Michael Fassbender in X-Men: Days of Future Past (Photo: Fox)
X-MEN: DAYS OF FUTURE PAST (2014). Far be it for me to drop any spoilers, so let's just say that the year's best superhero flick (sorry, Guardians) lets slip a couple of bombshells involving John F. Kennedy and his assassination, material that is conspicuously missing from our nation's textbooks. It also demonstrates conclusively that there were moments when Richard M. Nixon opted not to allow everything to be recorded on his infamous Oval Office tapes. Personally, I can't wait to see what future installments hold in store for our nation's leaders, though rumors abound that we'll see Bill Clinton unwisely hit on new White House intern Kitty Pride and learn that Ronald Reagan was the real power behind the Brotherhood of Evil Mutants. For now, we can bask in the company of this latest X-adventure, which, like 2011's X-Men: First Class, manages to smartly incorporate historical events into its rollicking tale of mutant mayhem. The story begins in the near future, when powerful beings known as Sentinels have been tasked by those in charge to exterminate all mutants. Among the few still alive are Kitty Pryde (Ellen Page), who has the ability to send a person (or, rather, their consciousness) back into the past; Professor X (Patrick Stewart) and Magneto (Ian McKellen), who decide that someone needs to travel back to 1973; and Wolverine (Hugh Jackman), who volunteers for the job. Why 1973? Because that's when Mystique (Jennifer Lawrence) murders Bolivar Trask (Peter Dinklage), the scientist who creates the Sentinels and whose death-by-mutant galvanizes the nation's leaders into seeing his project come to fruition.

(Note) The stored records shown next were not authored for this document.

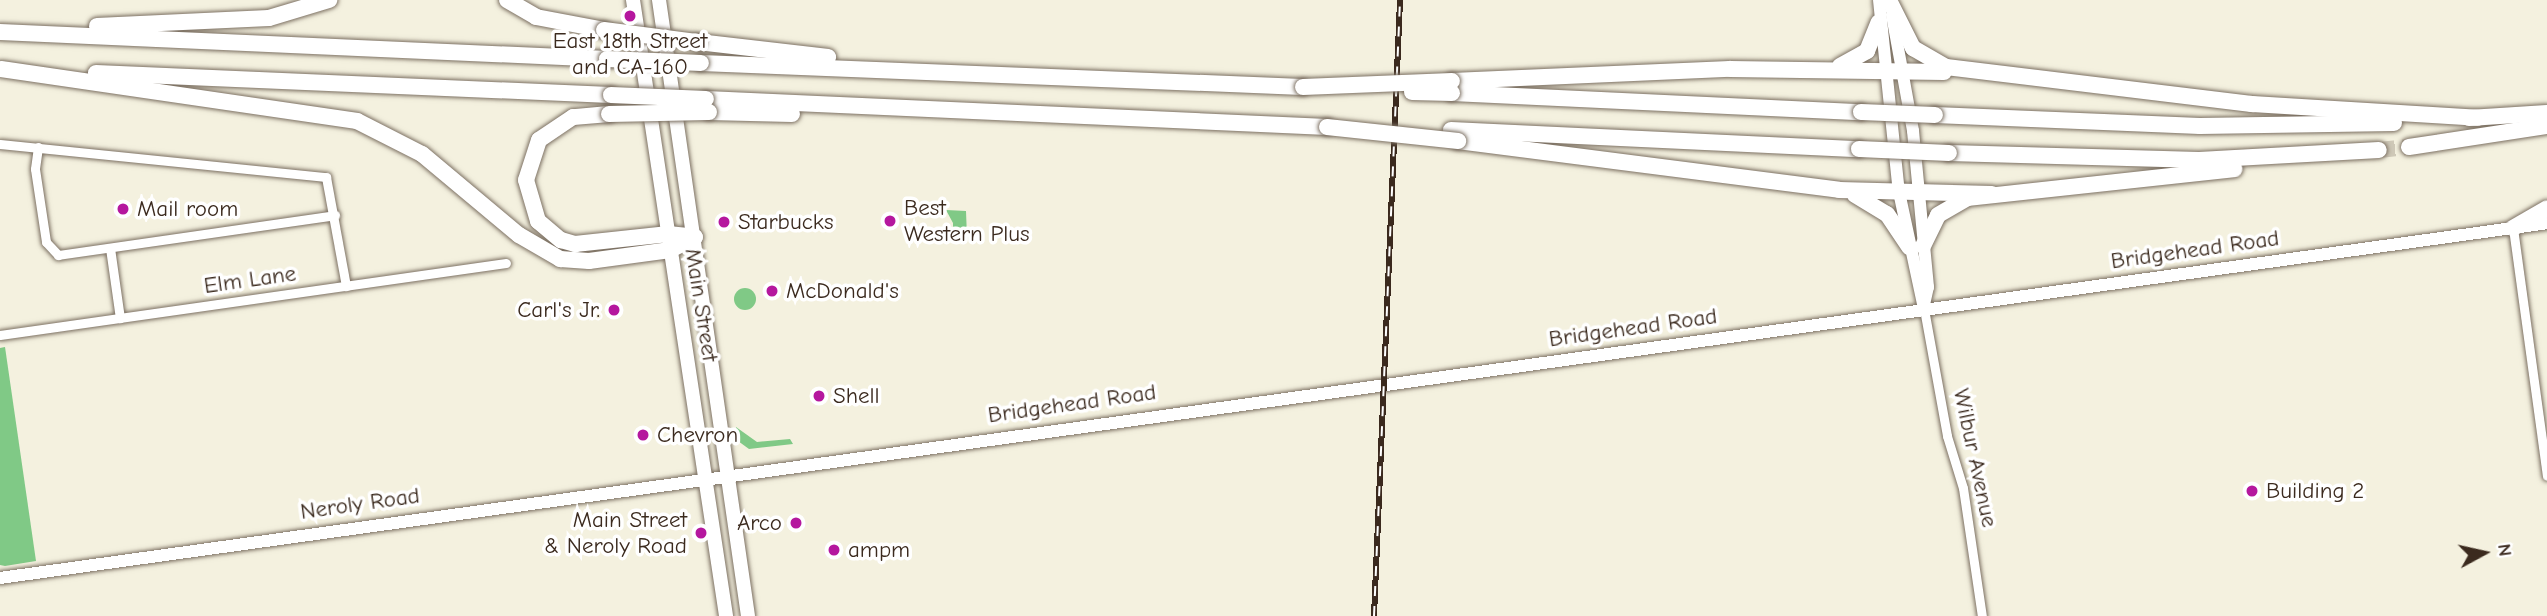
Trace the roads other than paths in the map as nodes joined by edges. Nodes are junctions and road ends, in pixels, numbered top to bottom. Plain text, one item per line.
1 (329, 0) edge
2 (507, 0) edge
3 (633, 0) edge
4 (659, 0) edge
5 (1879, 0) edge
6 (1889, 0) edge
7 (1879, 22) junction
8 (0, 24) edge
9 (0, 32) edge
10 (1838, 67) junction
11 (1, 69) edge
12 (1903, 71) junction
13 (1883, 73) junction
14 (1032, 74) junction
15 (2010, 75) junction
16 (1452, 87) junction
17 (707, 106) junction
18 (2478, 118) junction
19 (2546, 123) edge
20 (1455, 136) junction
21 (0, 144) edge
22 (2409, 147) tunnel mouth
23 (38, 148) junction
24 (2379, 150) tunnel mouth
25 (2270, 159) junction
26 (1839, 190) junction
27 (1899, 192) junction
28 (1920, 192) junction
29 (1992, 194) junction
30 (2547, 208) edge
31 (335, 215) junction
32 (2547, 223) edge
33 (2513, 228) junction
34 (695, 237) junction
35 (669, 242) junction
36 (1916, 246) junction
37 (110, 248) junction
38 (506, 263) dead end
39 (346, 286) junction
40 (1924, 309) junction
41 (120, 318) junction
42 (0, 335) edge
43 (725, 474) junction
44 (2547, 476) edge
45 (704, 477) junction
46 (0, 578) edge
47 (726, 616) edge
48 (748, 616) edge
49 (1982, 616) edge

1 - 8 highway
2 - 14 highway, bridge
3 - 35 main road, Main Street
4 - 34 main road, Main Street
5 - 7 street, Wilbur Avenue
6 - 12 street, Wilbur Avenue
6 - 15 highway
7 - 10 highway
7 - 13 street, Wilbur Avenue
9 - 14 highway, bridge
10 - 13 highway
10 - 16 highway
11 - 17 highway, bridge
11 - 35 highway
12 - 13 highway
12 - 15 highway
12 - 28 street, Wilbur Avenue
13 - 27 street, Wilbur Avenue
14 - 16 highway, bridge
15 - 18 highway
16 - 18 highway, bridge
17 - 20 highway, bridge
17 - 35 highway, bridge
18 - 19 highway
19 - 22 highway
20 - 25 highway, bridge
20 - 26 highway
21 - 23 street
23 - 31 street
23 - 37 street
24 - 25 highway
25 - 29 highway
26 - 27 highway
26 - 36 highway
27 - 28 highway
27 - 36 street, Wilbur Avenue
28 - 29 highway
28 - 36 street, Wilbur Avenue
29 - 36 highway
30 - 33 highway
31 - 37 street
31 - 39 street
32 - 33 street, Bridgehead Road
33 - 40 street, Bridgehead Road
33 - 44 street
34 - 35 highway
34 - 43 main road, Main Street
35 - 45 main road, Main Street
36 - 40 street, Wilbur Avenue
37 - 41 street
38 - 39 street, Elm Lane
39 - 41 street, Elm Lane
40 - 43 street, Bridgehead Road
40 - 49 street, Wilbur Avenue
41 - 42 street, Elm Lane
43 - 45 street, Neroly Road
43 - 48 main road, Main Street
45 - 46 street, Neroly Road
45 - 47 main road, Main Street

To stop Mystique from carrying out her hit, Wolverine will need assistance from that era's Professor X and Magneto, a tall order since the professor (James McAvoy) has dulled his abilities with painkillers and Magneto (Michael Fassbender) is being held in a maximum-security facility. As is the norm for superhero flicks, X-M:DoFP contains plenty of snacks for the diehard fans, but more universal themes are also addressed, specifically the perpetual series standby of the evils inherent in a world that believes in prejudice and segregation. And in addition to the presidential perspectives, the film also manages to incorporate the Vietnam War, Roberta Flack ... and Sanford and Son. It's that kind of movie: knowledgeable, emotional, and packed with incident and excitement.
Blu-ray extras include a making-of featurette; deleted scenes; and a gag reel.